▶
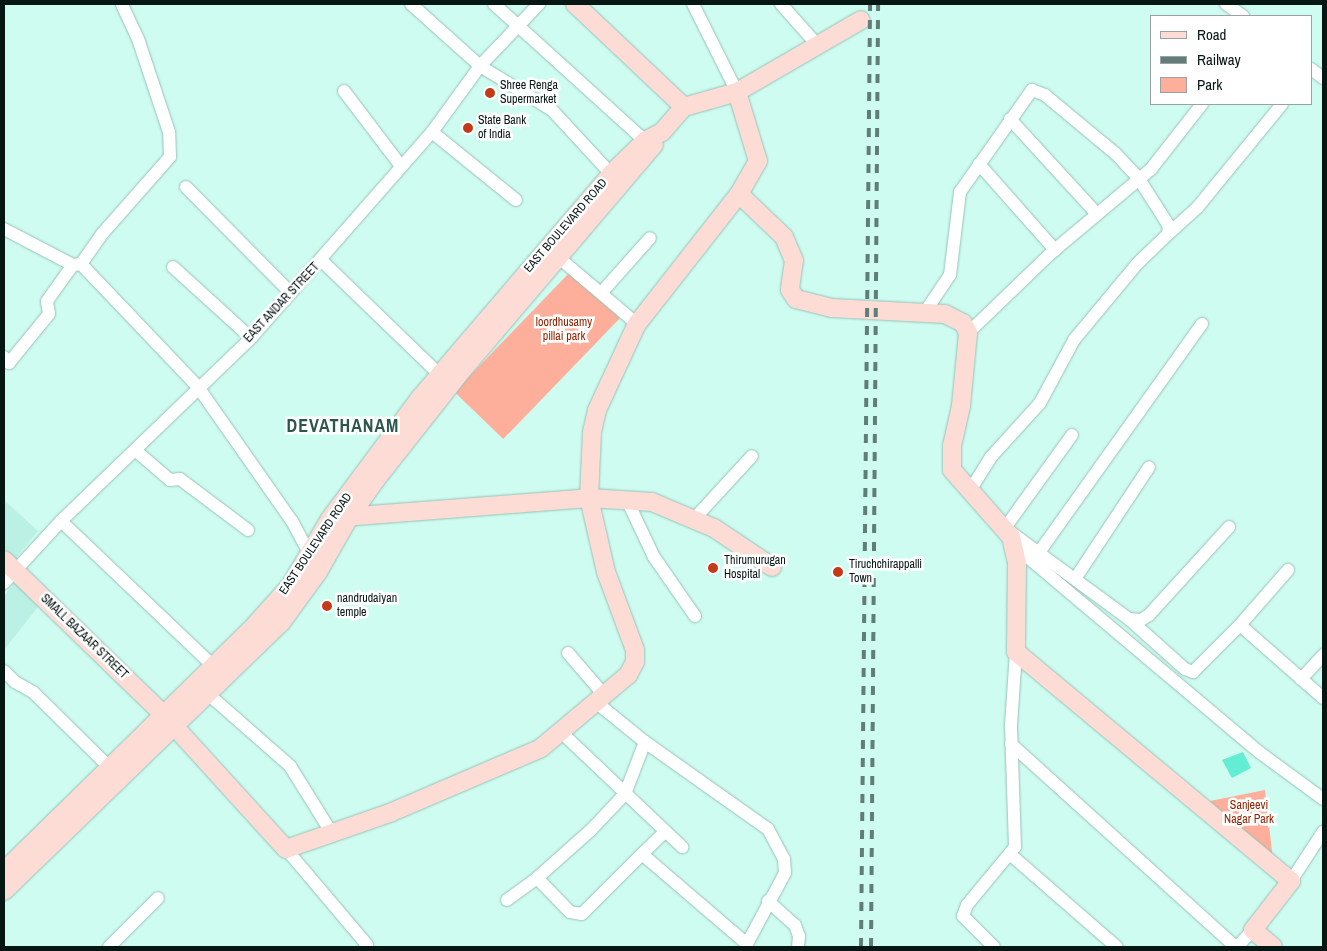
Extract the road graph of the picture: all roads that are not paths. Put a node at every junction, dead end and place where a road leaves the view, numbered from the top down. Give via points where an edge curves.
1 (122, 4) edge
2 (411, 4) edge
3 (494, 4) edge
4 (539, 4) edge
5 (575, 4) edge
6 (693, 4) edge
7 (782, 4) edge
8 (1226, 4) edge
9 (1242, 15) edge
10 (861, 20) dead end
11 (518, 25) junction
12 (819, 47) junction
13 (480, 66) junction
14 (1312, 69) edge
15 (1323, 78) edge
16 (344, 91) dead end
17 (738, 92) junction
18 (1201, 105) edge
19 (1281, 105) edge
20 (684, 107) junction
21 (1010, 119) junction
22 (432, 132) junction
23 (662, 132) junction
24 (645, 142) junction
25 (979, 164) junction
26 (401, 166) junction
27 (611, 174) junction
28 (1139, 179) junction
29 (186, 187) dead end
30 (738, 194) junction
31 (516, 200) dead end
32 (1097, 214) junction
33 (4, 229) edge
34 (1168, 234) junction
35 (650, 238) dead end
36 (1055, 250) junction
37 (558, 257) junction
38 (322, 261) junction
39 (77, 264) junction
40 (173, 267) dead end
41 (602, 292) junction
42 (291, 293) junction
43 (926, 312) junction
44 (637, 324) junction
45 (1202, 324) dead end
46 (968, 333) junction
47 (251, 338) junction
48 (4, 357) edge
49 (440, 375) junction
50 (198, 387) junction
51 (1072, 436) dead end
52 (135, 450) junction
53 (752, 456) dead end
54 (1149, 467) dead end
55 (970, 491) junction
56 (589, 498) junction
57 (627, 500) junction
58 (350, 516) junction
59 (695, 518) junction
60 (330, 519) junction
61 (61, 521) junction
62 (1229, 527) dead end
63 (1005, 528) junction
64 (248, 530) dead end
65 (1012, 544) junction
66 (1040, 551) junction
67 (309, 553) junction
68 (9, 564) edge
69 (772, 567) dead end
70 (1288, 570) dead end
71 (1075, 579) junction
72 (4, 583) edge
73 (695, 616) dead end
74 (1130, 619) junction
75 (1240, 625) junction
76 (1016, 652) junction
77 (568, 653) dead end
78 (1323, 656) edge
79 (213, 666) junction
80 (4, 671) edge
81 (1301, 679) junction
82 (207, 692) junction
83 (1323, 698) edge
84 (601, 700) junction
85 (168, 720) junction
86 (562, 733) junction
87 (645, 742) junction
88 (1010, 744) junction
89 (110, 768) junction
90 (625, 794) junction
91 (1323, 798) edge
92 (665, 832) junction
93 (1323, 832) edge
94 (333, 835) junction
95 (682, 847) dead end
96 (286, 849) junction
97 (642, 854) junction
98 (1011, 855) junction
99 (4, 871) edge
100 (537, 878) junction
101 (1291, 881) junction
102 (4, 891) edge
103 (158, 898) dead end
104 (507, 900) dead end
105 (768, 901) junction
106 (1253, 930) junction
107 (746, 945) edge
108 (109, 947) edge
109 (367, 947) edge
110 (798, 947) edge
111 (994, 947) edge
112 (1117, 947) edge
113 (1237, 947) edge
114 (1273, 947) edge

1 - 39 street via 138,39 169,132 171,153
2 - 13 street
3 - 11 street
4 - 11 street, EAST ANDAR STREET
5 - 20 street
6 - 17 street
7 - 12 street
8 - 9 street
10 - 12 street
11 - 13 street, EAST ANDAR STREET
11 - 24 street
12 - 17 street
13 - 22 street, EAST ANDAR STREET
13 - 27 street via 549,107
14 - 15 street
16 - 26 street
17 - 20 street
17 - 30 street via 758,161
18 - 28 street via 1151,169
19 - 34 street via 1197,208
20 - 23 street, EAST BOULEVARD ROAD
21 - 25 street
21 - 28 street via 1032,90 1038,90 1090,129
21 - 32 street
22 - 26 street, EAST ANDAR STREET
22 - 31 street
23 - 24 street, EAST BOULEVARD ROAD
23 - 37 street via 648,154
24 - 27 street, EAST BOULEVARD ROAD
25 - 36 street
25 - 43 street via 960,192 950,275
26 - 38 street, EAST ANDAR STREET
27 - 49 street, EAST BOULEVARD ROAD
28 - 32 street
28 - 34 street via 1169,226
29 - 42 street
30 - 43 street via 784,238 794,260 790,290 799,301 832,308
30 - 44 street
32 - 36 street
33 - 39 street
34 - 55 street via 1137,264 1074,340 1040,404 990,457
35 - 41 street
36 - 46 street
37 - 41 street
37 - 58 street via 464,368
38 - 42 street, EAST ANDAR STREET
38 - 49 street
39 - 48 street via 47,301 49,314 9,363
39 - 50 street
40 - 47 street
41 - 44 street
42 - 47 street, EAST ANDAR STREET
43 - 46 street via 955,317
44 - 56 street via 594,420
45 - 66 street
46 - 55 street via 962,406 951,459 952,470
47 - 50 street, EAST ANDAR STREET
49 - 60 street, EAST BOULEVARD ROAD
50 - 52 street, EAST ANDAR STREET
50 - 67 street via 292,521
51 - 63 street
52 - 61 street, EAST ANDAR STREET
52 - 64 street via 170,480 180,479
53 - 59 street
54 - 71 street
55 - 63 street
56 - 57 street
56 - 58 street
56 - 84 street via 606,572 636,653 628,675
57 - 59 street via 660,503
57 - 73 street via 654,556
58 - 60 street
58 - 82 street via 318,572 280,623
59 - 69 street
60 - 67 street, EAST BOULEVARD ROAD
61 - 68 street, EAST ANDAR STREET
61 - 79 street
62 - 74 street via 1149,615 1141,620
63 - 65 street
63 - 66 street
65 - 76 street via 1017,564
65 - 91 street via 1259,752
66 - 71 street
67 - 79 street, EAST BOULEVARD ROAD via 290,586
68 - 72 street, EAST ANDAR STREET
68 - 85 street, SMALL BAZAAR STREET
70 - 75 street
71 - 74 street
74 - 75 street via 1190,672 1201,666
75 - 81 street
76 - 88 street
76 - 101 street
77 - 84 street
78 - 81 street
79 - 85 street, EAST BOULEVARD ROAD
80 - 89 street via 33,692
81 - 83 street
82 - 85 street
82 - 94 street via 290,766
84 - 86 street
84 - 87 street
85 - 89 street, EAST BOULEVARD ROAD
85 - 96 street, SMALL BAZAAR STREET
85 - 102 street
86 - 90 street
86 - 94 street via 541,748
87 - 90 street
87 - 105 street via 768,829 784,859 785,873
88 - 98 street via 1016,843
88 - 113 street
89 - 99 street, EAST BOULEVARD ROAD
90 - 92 street
90 - 100 street via 590,831
92 - 95 street
92 - 97 street
93 - 101 street
94 - 96 street
96 - 109 street
97 - 100 street via 582,914 570,912
97 - 107 street
98 - 111 street via 964,910 966,923
98 - 112 street
100 - 104 street
101 - 106 street
103 - 108 street
105 - 107 street
105 - 110 street via 796,925 800,936
106 - 113 street
106 - 114 street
◀
### THE TASK
Among the lines above, find those with the word "BAZAAR" and list them.

### RESULT BELOW
68 - 85 street, SMALL BAZAAR STREET
85 - 96 street, SMALL BAZAAR STREET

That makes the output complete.